No type of food is related to infertility not even so called healthy foods, but foods which are rich in fats and carbohydrates can lead to obesity which in turn can cause ovulatory problems in women and sperm problems in men.
Seminal fluid consists of secretions from testis, seminal vesicles and prostate. Producing a good volume or thick semen does not mean that the semen is normal. Semen examination should be done for sperm count & motility.
No, infertility is not always a woman’s problem. Both women and men can have problems that cause infertility. About one-third of infertility cases are caused by women’s problems. Another one third of fertility problems are due to the man. The other cases are caused by a mixture of male and female problems or by unknown problems.
Painful periods do not necessarily mean infertility. Regular painful periods are an indication of ovulatory cycles. However progressive pain before the menses or during the sexual act may signify endometriosis. Irregular menses should be investigated especially if you are obese.
There is no simple medication or treatment that can help in improving your semen quality. You need to consult a fertility specialist for evaluation.
If your Body Mass Index (weight in Kg/ height in meters) is below 26 then it is normal. 26-30 BMI is overweight and above 30 is obesity and a cause of concern. Obesity is related to PCOS and can cause ovulatory problems. Thus weight loss of at least 10% of your body weight is advised.
Although there are no scientific studies to prove that stress causes infertility, but all infertile patients are under stress. It is important to note that many patients have conceived if they were able to relax and practixe mindfulness.

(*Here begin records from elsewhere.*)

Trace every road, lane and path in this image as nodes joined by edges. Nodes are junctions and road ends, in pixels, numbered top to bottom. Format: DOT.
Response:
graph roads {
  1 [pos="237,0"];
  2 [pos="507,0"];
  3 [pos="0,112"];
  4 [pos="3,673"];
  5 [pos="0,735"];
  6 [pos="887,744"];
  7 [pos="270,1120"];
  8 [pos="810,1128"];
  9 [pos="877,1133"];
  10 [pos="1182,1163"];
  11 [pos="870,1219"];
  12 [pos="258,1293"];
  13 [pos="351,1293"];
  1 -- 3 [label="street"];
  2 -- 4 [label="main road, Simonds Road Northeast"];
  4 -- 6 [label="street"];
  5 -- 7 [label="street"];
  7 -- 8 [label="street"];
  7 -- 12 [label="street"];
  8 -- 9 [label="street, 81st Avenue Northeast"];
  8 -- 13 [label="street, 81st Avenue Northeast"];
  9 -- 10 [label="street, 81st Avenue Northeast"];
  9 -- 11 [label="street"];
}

For most men, a 2-3 day break is ideal. This period gives the “sample” an opportunity to regenerate. Too “old” a sample raises the risk of poor motility, white cells, and other problems of “old” sperm. (An “old” sample would be one that is taken after more than 7 days of abstinence).
Fertilization rates for ICSI: Most IVF programs see that about 70-85% of eggs injected using ICSI become fertilized. We call this the fertilization rate, which is different from the pregnancy rate.Pregnancy success rates for in vitro fertilization procedures with ICSI have been shown in some studies to be higher than for IVF without ICSI. This is because in many of the cases needing ICSI the female is relatively young and fertile (good egg quantity and quality) as compared to some of the women having IVF for reasons other than male factor infertility. Another way to say this is – average egg quantity and quality is usually better in ICSI cases (male factor cases) because it is less likely that there is a problem with the eggs – as compared to cases with unexplained infertility in which there is more probability of a somewhat reduced egg quantity and quality (on the average, since some women in this group have egg related issues).ICSI success rates vary according to the specifics of the individual case, the ICSI technique used, the skill of the individual performing the procedure, the overall quality of the laboratory, the quality of the eggs, and the embryo transfer skills of the infertility specialist physician performing the procedure.
The miscarriage rate is about the same for ART as the general population.
You can carry on your normal activities (including working) during IVF stimulation program. But once the embryo is transferred back, you should have more rest. Heavy lifting, climbing and long journey if possible should be avoided. No bed-rest is required unless advised by your doctor.
Admission is not necessary for IVF cycle as both egg-pick-up and embryo transfer, are outpatient procedures.
A routine gynecology examination does not provide all the probable causes of infertility. So you will need a schematic work up. Since infertility can also be due to a male factor, a simple semen examination will rule out a male factor. Later on, hormonal assays, a trans-vaginal sonography, a hysterosalpingography and if required a laparoscopy/hysteroscopy is advised.
For the male partner a semen examination with 4 – 5 days abstinence. For the female partner a day 2 or day 3 hormonal evaluation i.e. FSH, LH, AMH, TSH, Prolactin. A sonography in the form of ovulation studies is done from Day 9 of the cycle. However in some patients due to some clinical findings the doctor may ask for a laparoscopy/ hysteroscopy.